Steve Chapman blogs at http://www.chicagotribune.com/news/opinion/chapman. Follow him on Twitter @SteveChapman13 or at https://www.facebook.com/stevechapman13. To find out more about Steve Chapman and read features by other Creators Syndicate writers and cartoonists, visit the Creators Syndicate website at www.creators.com.

President Trump and former Vice President Biden at first 2020 presidential debate

Screenshot from C-Span YouTube

Reprinted with permission from DailyKos

Donald Trump is claiming that he will still debate despite the rule change that will cut off the candidates' microphones while their opponent delivers his initial two-minute response to each of the debate's topics. But everything else Trump and his campaign are saying sounds like they're laying the groundwork to back out.

"I will participate," Trump told reporters Monday night. "But it's very unfair that they changed the topics and it's very unfair that again we have an anchor who's totally biased." At his Arizona rally Monday, Trump attacked moderator Kristen Welker as a "radical Democrat" and claimed she had "deleted her entire account," which is false. Trump's campaign manager, Bill Stepien, went further in his whining about the debate.

Stepien touted a letter to the Commission on Presidential Debates as "Our letter to the BDC (Biden Debate Commission)." That letter came before the CPD announced that it would mute microphones for portions of the debate in response to Trump's constant interruptions at the first debate, though Stepien knew such a decision was likely coming, writing, "It is our understanding from media reports that you will soon be holding an internal meeting to discuss other possible rule changes, such as granting an unnamed person the ability to shut off a candidate's microphone. It is completely unacceptable for anyone to wield such power, and a decision to proceed with that change amounts to turning further editorial control of the debate over to the Commission which has already demonstrated its partiality to Biden."

Shooooot, here I thought it was generous to Trump that the microphones will only be cut to give each candidate two uninterrupted minutes, leaving Trump the remainder of each 15-minute debate segment to interrupt.

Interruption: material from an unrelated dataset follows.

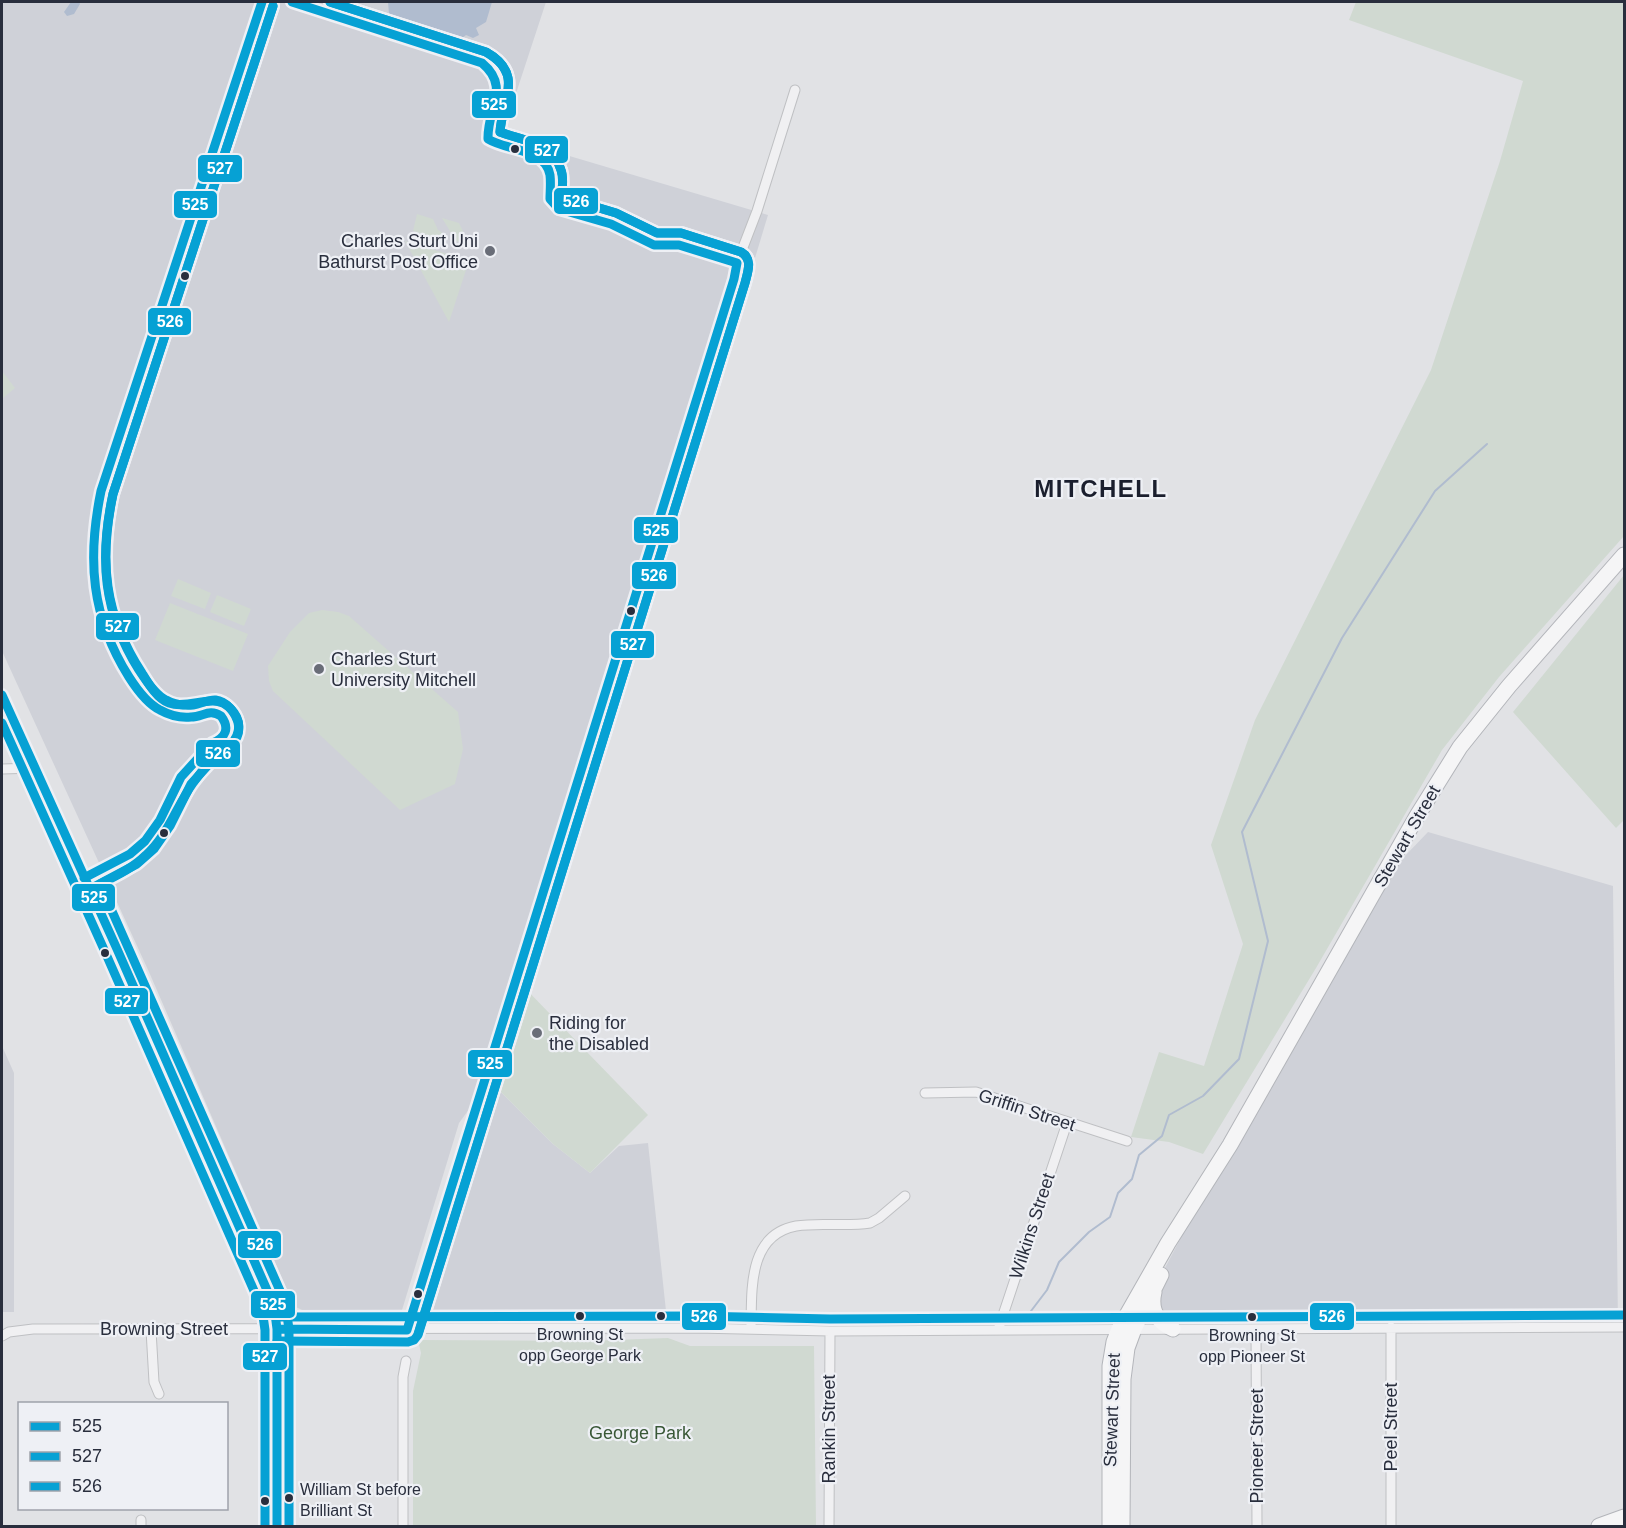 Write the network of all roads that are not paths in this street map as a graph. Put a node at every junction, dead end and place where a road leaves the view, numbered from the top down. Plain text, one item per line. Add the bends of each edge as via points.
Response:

But what did Stepien mean by "other possible rule changes," you ask? What was the first rule change? Well, it wasn't one. Stepien wrote to strongly complain that "We write with great concern over the announced topics for what was always billed as the 'Foreign Policy Debate' in the series of events agreed to by both the Trump campaign and the Biden campaign many months ago." Welker's announced topics include "Fighting COVID-19, American families, Race in America, Climate Change, National Security, and Leadership," Stepien complained, using this as a launching pad to attack Biden on foreign policy.

Except this debate was never billed as a foreign policy debate. It's true that in past years, the third debate has sometimes focused on foreign policy, but here in 2020, the CPD's original announcement of debate formats and moderators said of the third debate, "The format for the debate will be identical to the first presidential debate," and the first debate "will be divided into six segments of approximately 15 minutes each on major topics to be selected by the moderator."

So even before the CPD finalized the decision to prevent Trump from interrupting for two minutes in each of six segments, so 12 minutes out of a 90-minute debate, Team Trump was falsely complaining that the debate was rigged. No wonder—as a Biden campaign spokesman noted, the Trump campaign is upset "because Donald Trump is afraid to face more questions about his disastrous Covid response."

Trump has lost one debate and backed out of one debate. If he goes into this one with the attitude he's showing now—attacking the moderator, attacking the topics, enraged that he can't interrupt for two entire minutes at a time—he's going to lose this one, badly, once again hurting his already weak reelection prospects. So which will it be? Back out and have that be the story, or alienate one of the largest audiences of the entire presidential campaign by showing what kind of person he is?